Tokyo-Séoul: une occasion manquée ?

Dans l'article "Séoul boude la Chine et se rapproche du Japon" publié le 11 septembre dans Le Monde, Philippe Pons a raison : en dépit du passé colonial, le Japon et la Corée du Sud sont aujourd'hui des partenaires privilégiés. Les traités de sécurité liant Séoul et Tokyo à Washington ont l'allure d'une véritable alliance trilatérale, et il ne fait guère de doute que ce triangle de sécurité est à la base de la paix dont jouit l'Asie orientale depuis un demi-siècle.

C'est dans ce giron protecteur américain que s'inscrivent les relations entre Tokyo et Séoul. Des liens non seulement politiques, mais également économiques, culturels, humains. Des millions de visiteurs se déplacent chaque année entre l'archipel et la péninsule. La jeunesse des deux pays est attirée par la culture de masse du voisin. La Corée du Sud constitue le troisième marché d'exportation du Japon, et le Japon le troisième marché d'exportation de la Corée. Le Japon est également la deuxième source des importations coréennes, juste derrière la Chine, et bien avant les Etats-Unis.

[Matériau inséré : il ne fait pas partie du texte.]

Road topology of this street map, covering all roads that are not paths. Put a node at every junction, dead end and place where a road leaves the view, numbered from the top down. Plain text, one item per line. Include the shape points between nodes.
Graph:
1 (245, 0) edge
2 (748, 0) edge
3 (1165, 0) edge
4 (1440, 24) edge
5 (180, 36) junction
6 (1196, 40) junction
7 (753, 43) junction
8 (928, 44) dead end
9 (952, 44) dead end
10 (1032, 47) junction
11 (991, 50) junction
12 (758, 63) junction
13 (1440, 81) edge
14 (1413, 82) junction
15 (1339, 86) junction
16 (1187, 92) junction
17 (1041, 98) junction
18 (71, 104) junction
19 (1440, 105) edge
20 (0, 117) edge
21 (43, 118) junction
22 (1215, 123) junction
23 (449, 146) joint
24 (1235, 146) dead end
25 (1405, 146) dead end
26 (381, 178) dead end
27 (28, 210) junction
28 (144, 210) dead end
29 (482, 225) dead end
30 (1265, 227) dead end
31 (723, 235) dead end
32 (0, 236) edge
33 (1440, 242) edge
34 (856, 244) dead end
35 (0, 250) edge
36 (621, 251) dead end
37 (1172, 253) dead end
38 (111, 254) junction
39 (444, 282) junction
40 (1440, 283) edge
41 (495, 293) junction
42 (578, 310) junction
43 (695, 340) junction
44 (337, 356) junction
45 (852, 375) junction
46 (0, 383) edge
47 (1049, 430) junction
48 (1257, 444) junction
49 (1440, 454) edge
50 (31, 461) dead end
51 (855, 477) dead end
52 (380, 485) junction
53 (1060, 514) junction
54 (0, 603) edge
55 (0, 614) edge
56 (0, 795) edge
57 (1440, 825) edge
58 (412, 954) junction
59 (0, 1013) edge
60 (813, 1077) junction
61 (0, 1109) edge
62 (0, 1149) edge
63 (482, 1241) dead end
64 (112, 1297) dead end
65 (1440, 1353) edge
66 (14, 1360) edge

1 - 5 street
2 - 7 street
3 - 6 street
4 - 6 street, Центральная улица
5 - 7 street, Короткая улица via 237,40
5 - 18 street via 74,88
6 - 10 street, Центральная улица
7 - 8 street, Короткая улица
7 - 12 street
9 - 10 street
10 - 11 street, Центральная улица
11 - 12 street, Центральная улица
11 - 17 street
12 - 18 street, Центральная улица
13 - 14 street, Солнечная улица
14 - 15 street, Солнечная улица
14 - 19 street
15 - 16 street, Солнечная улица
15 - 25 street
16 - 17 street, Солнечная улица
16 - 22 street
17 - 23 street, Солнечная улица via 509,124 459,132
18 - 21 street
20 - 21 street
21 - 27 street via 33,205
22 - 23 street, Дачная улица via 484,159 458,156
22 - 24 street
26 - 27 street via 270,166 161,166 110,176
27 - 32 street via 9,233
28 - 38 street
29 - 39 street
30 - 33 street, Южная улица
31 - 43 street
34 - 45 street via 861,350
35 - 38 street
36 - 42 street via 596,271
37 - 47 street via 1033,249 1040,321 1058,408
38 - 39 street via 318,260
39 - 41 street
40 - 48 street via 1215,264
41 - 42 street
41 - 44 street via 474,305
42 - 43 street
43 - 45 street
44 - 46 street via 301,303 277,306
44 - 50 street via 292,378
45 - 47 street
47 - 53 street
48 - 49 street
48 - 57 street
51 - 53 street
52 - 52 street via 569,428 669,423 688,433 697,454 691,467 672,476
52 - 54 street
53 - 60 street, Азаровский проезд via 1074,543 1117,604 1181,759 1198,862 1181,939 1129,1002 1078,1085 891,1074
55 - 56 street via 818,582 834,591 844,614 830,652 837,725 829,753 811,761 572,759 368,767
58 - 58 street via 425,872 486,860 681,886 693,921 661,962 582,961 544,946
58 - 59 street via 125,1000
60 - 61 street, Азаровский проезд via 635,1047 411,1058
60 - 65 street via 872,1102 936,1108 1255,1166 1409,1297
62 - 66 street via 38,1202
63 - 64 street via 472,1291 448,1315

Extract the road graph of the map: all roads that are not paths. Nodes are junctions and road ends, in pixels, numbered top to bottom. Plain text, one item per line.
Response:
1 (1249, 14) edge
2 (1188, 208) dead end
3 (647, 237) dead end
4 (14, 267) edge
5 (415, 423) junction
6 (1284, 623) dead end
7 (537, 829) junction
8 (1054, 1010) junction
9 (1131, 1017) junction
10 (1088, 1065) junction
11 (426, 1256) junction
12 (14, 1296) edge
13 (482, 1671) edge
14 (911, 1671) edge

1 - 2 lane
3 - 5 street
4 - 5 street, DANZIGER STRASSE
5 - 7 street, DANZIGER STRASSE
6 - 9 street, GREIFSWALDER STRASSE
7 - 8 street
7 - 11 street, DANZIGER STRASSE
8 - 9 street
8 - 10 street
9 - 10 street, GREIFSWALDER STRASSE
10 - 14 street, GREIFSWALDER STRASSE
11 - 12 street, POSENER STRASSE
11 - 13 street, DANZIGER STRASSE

Cependant, cette proximité ne parvient pas à estomper les ombres du passé. Et la récente commémoration du centenaire de l'annexion de la Corée aura laissé le goût amer d'une occasion manquée. Certes, les excuses présentées le 10 août par le premier ministre japonais, Naoto Kan, sont importantes, car elles émanent du chef du gouvernement, et elles emploient un langage clair : la Corée fut assujettie au contrôle japonais contre la volonté du peuple coréen, la domination japonaise a privé les Coréens de leur pays et de leur culture et porté profondément atteinte à leur dignité.

Toutefois, la portée de cette déclaration est toute relative. En effet, ce ne sont pas là les premières excuses japonaises adressées à la Corée, tant s'en faut. La liste — certains diront la litanie — de celles-ci est même fort longue. Dès 1965, le ministre japonais des affaires étrangères de l'époque, Etsusaburo Shiina, exprimait ses "sincères regrets" et "profonds remords" à l'égard d'une période "malheureuse" de l'histoire des deux pays.

Depuis les années 1980, le rythme des excuses s'est accéléré. Crises répétées autour des manuels scolaires, révélations de l'existence des "femmes de réconfort" — ces jeunes filles, pour la plupart coréennes, recrutées de force pour servir dans les bordels de campagne de l'armée japonaise —, tout fut prétexte à renouveler des excuses de plus en plus explicites à l'égard de la Corée du Sud, et des autres victimes de la guerre et de la colonisation.

C'est ainsi qu'en 1998 furent adressées les premières excuses écrites à Séoul — une déclaration commune où le Japon reconnaissait que la domination coloniale avait causé "d'immenses dommages et souffrances" à la Corée, et exprimait "ses regrets les plus profonds et ses sincères excuses". En 2002, des excuses japonaises furent aussi présentées à la Corée du Nord. En visite officielle à Pyongyang, le premier ministre Junichiro Koizumi exprimait à ses hôtes les remords de son pays pour la période coloniale — dans des termes similaires à ceux utilisés à l'égard de la Corée du Sud.

Les récentes déclarations de Naoto Kan ne constituent donc que le maillon supplémentaire d'une longue série d'excuses, qui donne parfois au public japonais l'impression que la politique coréenne (et asiatique) de son pays se résume à une "diplomatie des excuses".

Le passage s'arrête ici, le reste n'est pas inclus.